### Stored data
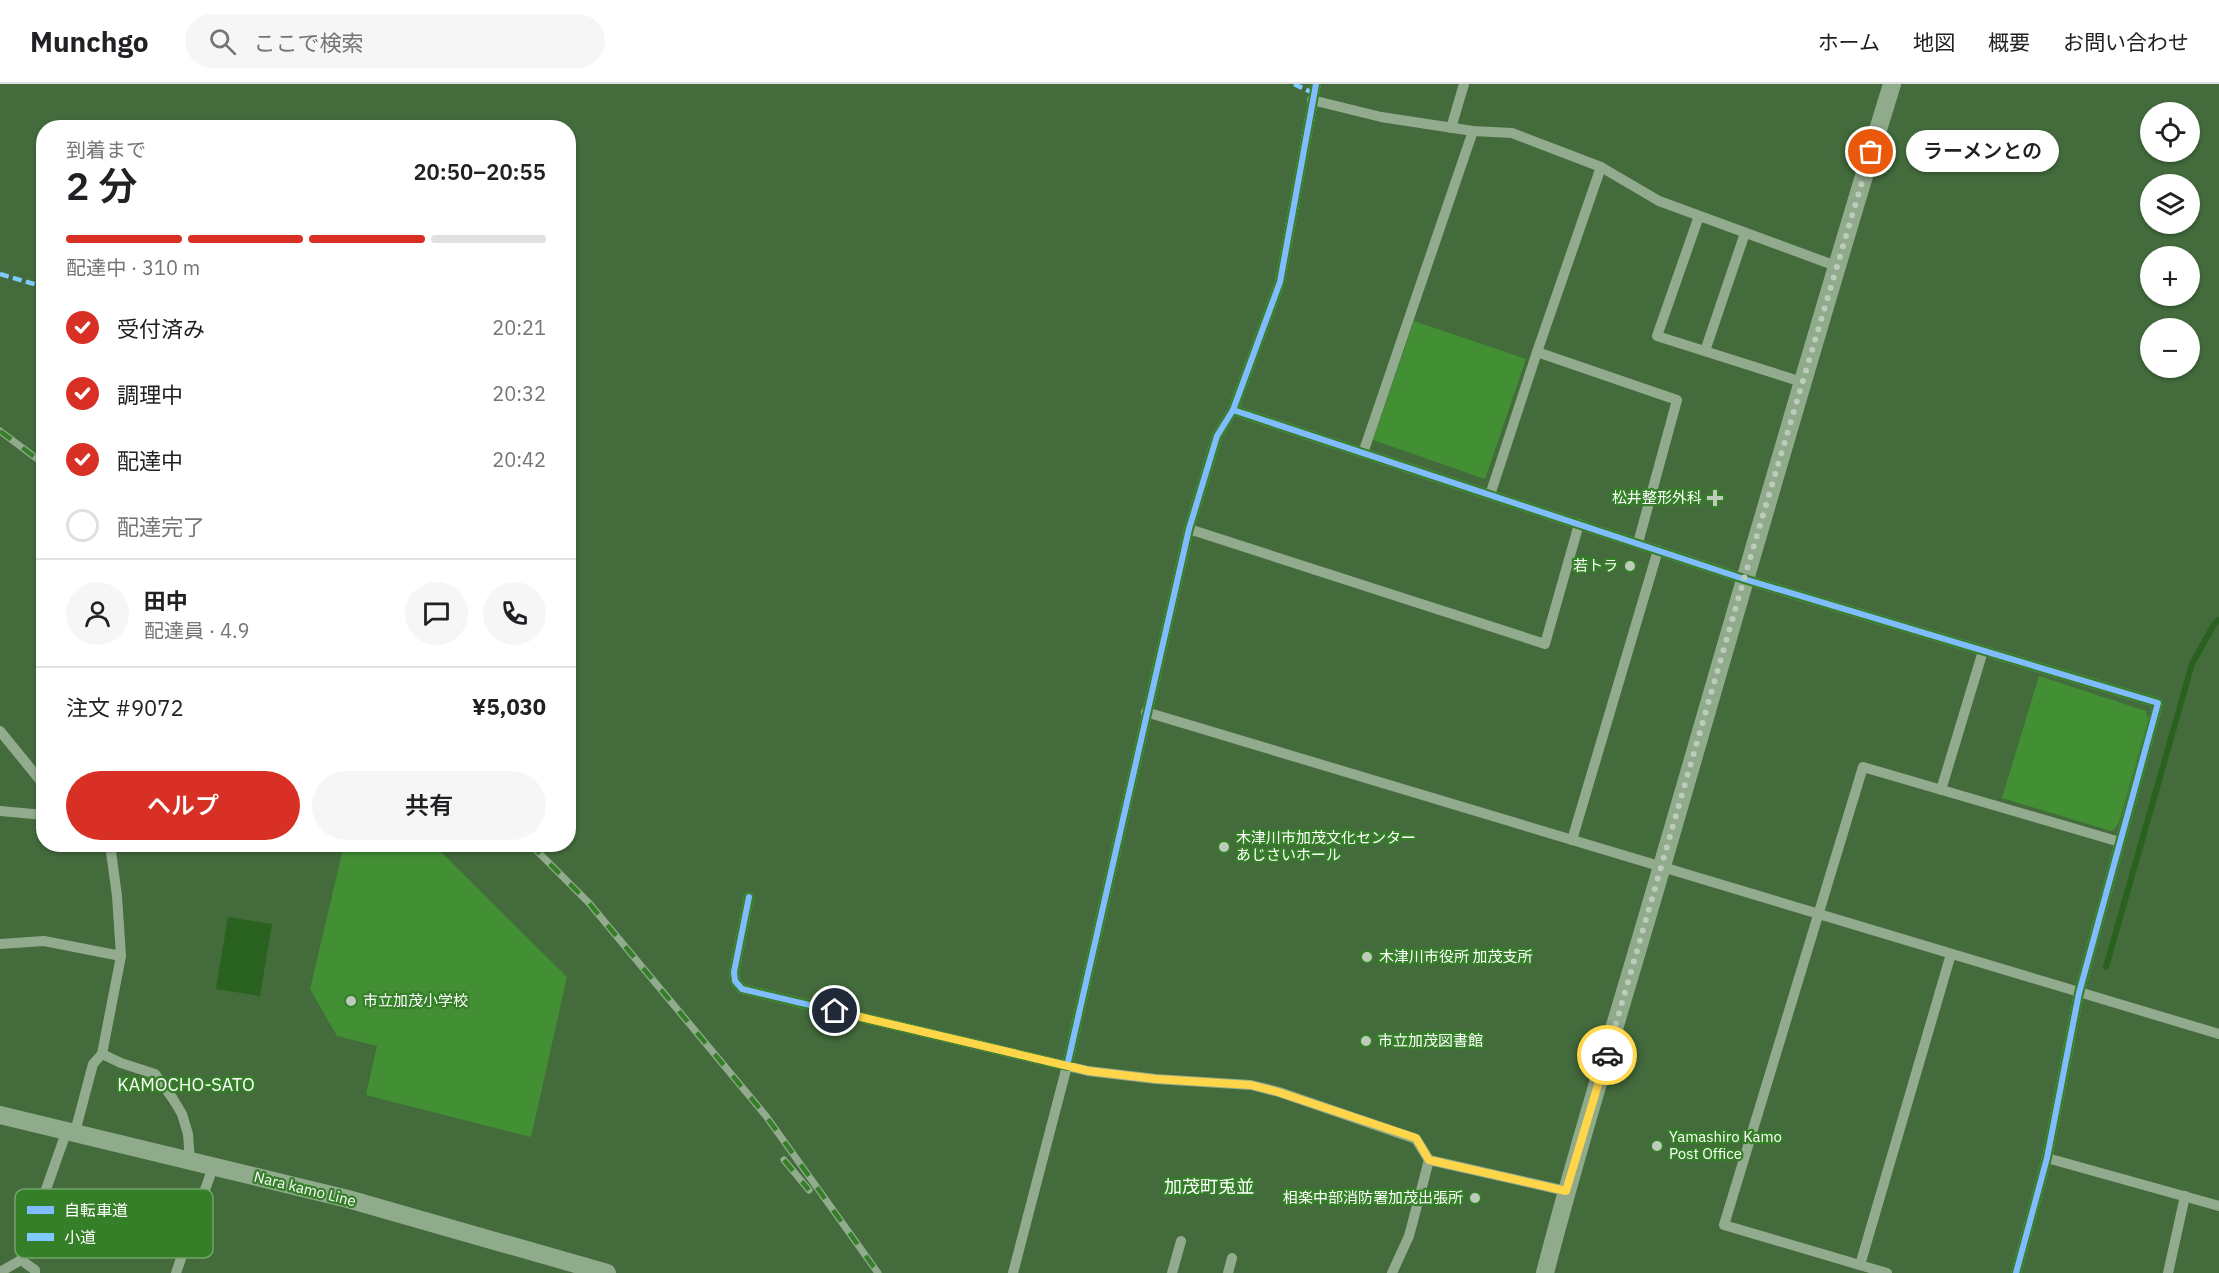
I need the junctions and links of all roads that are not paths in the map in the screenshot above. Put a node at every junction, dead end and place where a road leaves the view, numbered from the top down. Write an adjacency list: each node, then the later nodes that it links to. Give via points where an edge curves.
1 (1316, 84): 4 (street)
2 (1464, 84): 5 (street)
3 (1892, 84): 10 (main road)
4 (1312, 100): 5 (street, via 1381,117); 14 (street, via 1280,282)
5 (1451, 128): 6 (street)
6 (1473, 131): 7 (street, via 1512,133); 15 (street)
7 (1601, 167): 8 (street, via 1659,201); 12 (street)
8 (1700, 216): 9 (street); 11 (street, via 1657,336)
9 (1745, 233): 10 (street); 11 (street)
10 (1836, 266): 13 (main road)
11 (1705, 351): 13 (street)
12 (1536, 352): 16 (street); 19 (street, via 1677,400)
13 (1802, 382): 21 (main road)
14 (1233, 410): 15 (street); 18 (street, via 1217,436)
15 (1363, 453): 16 (street)
16 (1490, 495): 17 (street)
17 (1579, 525): 18 (street, via 1545,644); 19 (street)
18 (1189, 529): 23 (street)
19 (1638, 543): 20 (street)
20 (1658, 550): 21 (street); 29 (street)
21 (1744, 579): 22 (street); 32 (main road)
22 (1983, 651): 26 (street); 30 (street, via 2158,703)
23 (1146, 712): 29 (street); 41 (street)
24 (0, 731): 25 (street)
25 (36, 776)
26 (1941, 790): 30 (street); 34 (street, via 1863,766)
27 (0, 811): 28 (street)
28 (36, 814)
29 (1572, 840): 32 (street)
30 (2120, 843): 38 (street)
31 (111, 852): 37 (street)
32 (1662, 867): 34 (street); 50 (main road)
33 (749, 897): 41 (street, via 734,972 742,989)
34 (1820, 914): 36 (street); 57 (street, via 1724,1225)
35 (0, 944): 37 (street, via 44,941)
36 (1951, 954): 38 (street); 57 (street)
37 (121, 956): 40 (street)
38 (2079, 993): 39 (street); 44 (street)
39 (2219, 1034)
40 (102, 1054): 43 (street, via 93,1064); 46 (street, via 155,1074 182,1114)
41 (1067, 1066): 45 (street, via 1100,1073 1251,1085 1416,1138); 62 (street)
42 (0, 1115): 43 (main road, Nara kamo Line)
43 (71, 1131): 46 (main road, Nara kamo Line); 48 (street)
44 (2047, 1158): 51 (street); 68 (street)
45 (1429, 1160): 50 (street); 65 (street, via 1409,1236)
46 (190, 1161): 47 (main road, Nara kamo Line)
47 (213, 1167): 49 (street); 61 (main road, Nara kamo Line, via 359,1202)
48 (49, 1189)
49 (205, 1189)
50 (1566, 1191): 66 (main road)
51 (2185, 1196): 52 (street); 69 (street)
52 (2219, 1206)
53 (1181, 1240): 63 (street)
54 (181, 1258): 60 (street)
55 (1232, 1258): 64 (street)
56 (21, 1260): 58 (street); 59 (street)
57 (1860, 1265): 67 (street)
58 (0, 1272)
59 (35, 1273)
60 (176, 1273)
61 (608, 1273)
62 (1013, 1273)
63 (1172, 1273)
64 (1228, 1273)
65 (1392, 1273)
66 (1545, 1273)
67 (1887, 1273)
68 (2016, 1273)
69 (2168, 1273)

### How to complete this task
All of the records need to be reproduced exactly, with each picture omitted.

### Task solution
I need the junctions and links of all roads that are not paths in the map in the screenshot above. Put a node at every junction, dead end and place where a road leaves the view, numbered from the top down. Write an adjacency list: each node, then the later nodes that it links to. Give via points where an edge curves.
1 (1316, 84): 4 (street)
2 (1464, 84): 5 (street)
3 (1892, 84): 10 (main road)
4 (1312, 100): 5 (street, via 1381,117); 14 (street, via 1280,282)
5 (1451, 128): 6 (street)
6 (1473, 131): 7 (street, via 1512,133); 15 (street)
7 (1601, 167): 8 (street, via 1659,201); 12 (street)
8 (1700, 216): 9 (street); 11 (street, via 1657,336)
9 (1745, 233): 10 (street); 11 (street)
10 (1836, 266): 13 (main road)
11 (1705, 351): 13 (street)
12 (1536, 352): 16 (street); 19 (street, via 1677,400)
13 (1802, 382): 21 (main road)
14 (1233, 410): 15 (street); 18 (street, via 1217,436)
15 (1363, 453): 16 (street)
16 (1490, 495): 17 (street)
17 (1579, 525): 18 (street, via 1545,644); 19 (street)
18 (1189, 529): 23 (street)
19 (1638, 543): 20 (street)
20 (1658, 550): 21 (street); 29 (street)
21 (1744, 579): 22 (street); 32 (main road)
22 (1983, 651): 26 (street); 30 (street, via 2158,703)
23 (1146, 712): 29 (street); 41 (street)
24 (0, 731): 25 (street)
25 (36, 776)
26 (1941, 790): 30 (street); 34 (street, via 1863,766)
27 (0, 811): 28 (street)
28 (36, 814)
29 (1572, 840): 32 (street)
30 (2120, 843): 38 (street)
31 (111, 852): 37 (street)
32 (1662, 867): 34 (street); 50 (main road)
33 (749, 897): 41 (street, via 734,972 742,989)
34 (1820, 914): 36 (street); 57 (street, via 1724,1225)
35 (0, 944): 37 (street, via 44,941)
36 (1951, 954): 38 (street); 57 (street)
37 (121, 956): 40 (street)
38 (2079, 993): 39 (street); 44 (street)
39 (2219, 1034)
40 (102, 1054): 43 (street, via 93,1064); 46 (street, via 155,1074 182,1114)
41 (1067, 1066): 45 (street, via 1100,1073 1251,1085 1416,1138); 62 (street)
42 (0, 1115): 43 (main road, Nara kamo Line)
43 (71, 1131): 46 (main road, Nara kamo Line); 48 (street)
44 (2047, 1158): 51 (street); 68 (street)
45 (1429, 1160): 50 (street); 65 (street, via 1409,1236)
46 (190, 1161): 47 (main road, Nara kamo Line)
47 (213, 1167): 49 (street); 61 (main road, Nara kamo Line, via 359,1202)
48 (49, 1189)
49 (205, 1189)
50 (1566, 1191): 66 (main road)
51 (2185, 1196): 52 (street); 69 (street)
52 (2219, 1206)
53 (1181, 1240): 63 (street)
54 (181, 1258): 60 (street)
55 (1232, 1258): 64 (street)
56 (21, 1260): 58 (street); 59 (street)
57 (1860, 1265): 67 (street)
58 (0, 1272)
59 (35, 1273)
60 (176, 1273)
61 (608, 1273)
62 (1013, 1273)
63 (1172, 1273)
64 (1228, 1273)
65 (1392, 1273)
66 (1545, 1273)
67 (1887, 1273)
68 (2016, 1273)
69 (2168, 1273)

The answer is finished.